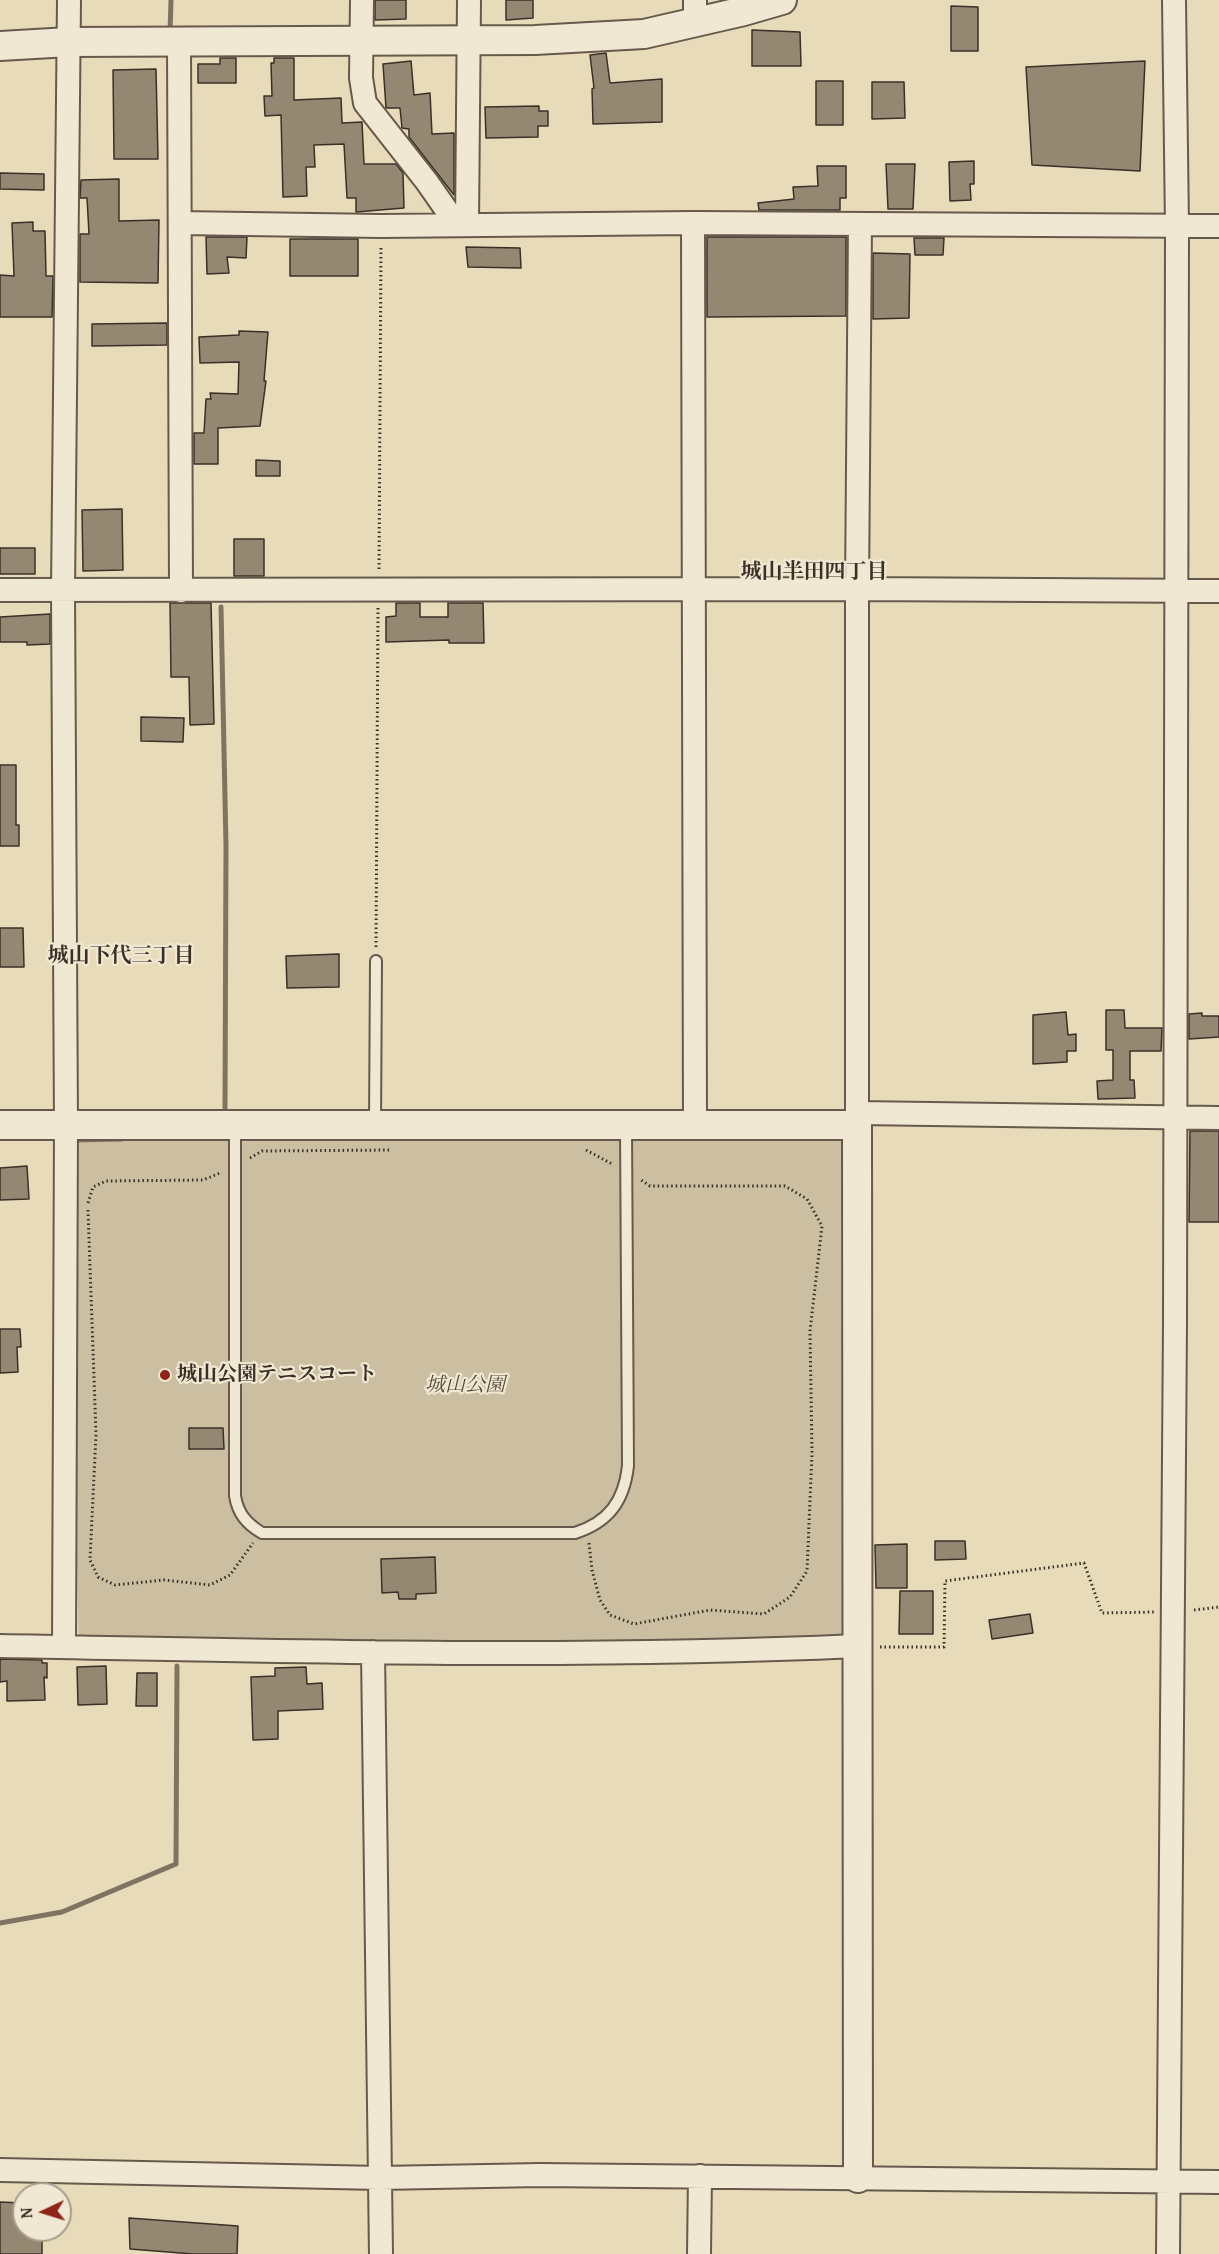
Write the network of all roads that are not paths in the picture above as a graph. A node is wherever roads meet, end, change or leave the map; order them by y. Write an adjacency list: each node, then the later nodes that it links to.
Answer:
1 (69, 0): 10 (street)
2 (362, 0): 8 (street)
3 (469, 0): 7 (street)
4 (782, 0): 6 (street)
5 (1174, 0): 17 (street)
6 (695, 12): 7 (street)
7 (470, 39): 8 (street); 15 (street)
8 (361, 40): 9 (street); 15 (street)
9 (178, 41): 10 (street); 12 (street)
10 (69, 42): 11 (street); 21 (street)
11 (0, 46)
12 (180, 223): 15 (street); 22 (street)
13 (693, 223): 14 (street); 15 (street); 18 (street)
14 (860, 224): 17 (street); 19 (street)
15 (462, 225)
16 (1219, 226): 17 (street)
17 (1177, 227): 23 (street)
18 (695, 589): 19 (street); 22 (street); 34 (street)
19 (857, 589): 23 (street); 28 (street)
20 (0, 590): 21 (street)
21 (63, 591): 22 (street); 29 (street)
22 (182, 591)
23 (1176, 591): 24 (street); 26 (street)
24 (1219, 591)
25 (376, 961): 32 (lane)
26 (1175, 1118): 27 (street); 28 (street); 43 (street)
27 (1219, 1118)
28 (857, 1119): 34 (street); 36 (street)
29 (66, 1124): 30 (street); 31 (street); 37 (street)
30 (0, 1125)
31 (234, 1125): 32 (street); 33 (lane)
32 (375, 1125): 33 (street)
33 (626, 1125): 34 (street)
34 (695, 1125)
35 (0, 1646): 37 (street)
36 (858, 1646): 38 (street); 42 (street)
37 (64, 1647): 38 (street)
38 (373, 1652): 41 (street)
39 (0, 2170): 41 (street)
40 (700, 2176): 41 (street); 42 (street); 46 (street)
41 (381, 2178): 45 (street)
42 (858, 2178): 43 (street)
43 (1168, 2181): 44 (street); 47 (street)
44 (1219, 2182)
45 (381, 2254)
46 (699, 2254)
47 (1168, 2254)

----------

- **TASK TO COMPLETE**: Transcribe all of the data above verbatim but omit every picture.

- **RESPONSE TO THE TASK**:
Write the network of all roads that are not paths in the picture above as a graph. A node is wherever roads meet, end, change or leave the map; order them by y. Write an adjacency list: each node, then the later nodes that it links to.
Answer:
1 (69, 0): 10 (street)
2 (362, 0): 8 (street)
3 (469, 0): 7 (street)
4 (782, 0): 6 (street)
5 (1174, 0): 17 (street)
6 (695, 12): 7 (street)
7 (470, 39): 8 (street); 15 (street)
8 (361, 40): 9 (street); 15 (street)
9 (178, 41): 10 (street); 12 (street)
10 (69, 42): 11 (street); 21 (street)
11 (0, 46)
12 (180, 223): 15 (street); 22 (street)
13 (693, 223): 14 (street); 15 (street); 18 (street)
14 (860, 224): 17 (street); 19 (street)
15 (462, 225)
16 (1219, 226): 17 (street)
17 (1177, 227): 23 (street)
18 (695, 589): 19 (street); 22 (street); 34 (street)
19 (857, 589): 23 (street); 28 (street)
20 (0, 590): 21 (street)
21 (63, 591): 22 (street); 29 (street)
22 (182, 591)
23 (1176, 591): 24 (street); 26 (street)
24 (1219, 591)
25 (376, 961): 32 (lane)
26 (1175, 1118): 27 (street); 28 (street); 43 (street)
27 (1219, 1118)
28 (857, 1119): 34 (street); 36 (street)
29 (66, 1124): 30 (street); 31 (street); 37 (street)
30 (0, 1125)
31 (234, 1125): 32 (street); 33 (lane)
32 (375, 1125): 33 (street)
33 (626, 1125): 34 (street)
34 (695, 1125)
35 (0, 1646): 37 (street)
36 (858, 1646): 38 (street); 42 (street)
37 (64, 1647): 38 (street)
38 (373, 1652): 41 (street)
39 (0, 2170): 41 (street)
40 (700, 2176): 41 (street); 42 (street); 46 (street)
41 (381, 2178): 45 (street)
42 (858, 2178): 43 (street)
43 (1168, 2181): 44 (street); 47 (street)
44 (1219, 2182)
45 (381, 2254)
46 (699, 2254)
47 (1168, 2254)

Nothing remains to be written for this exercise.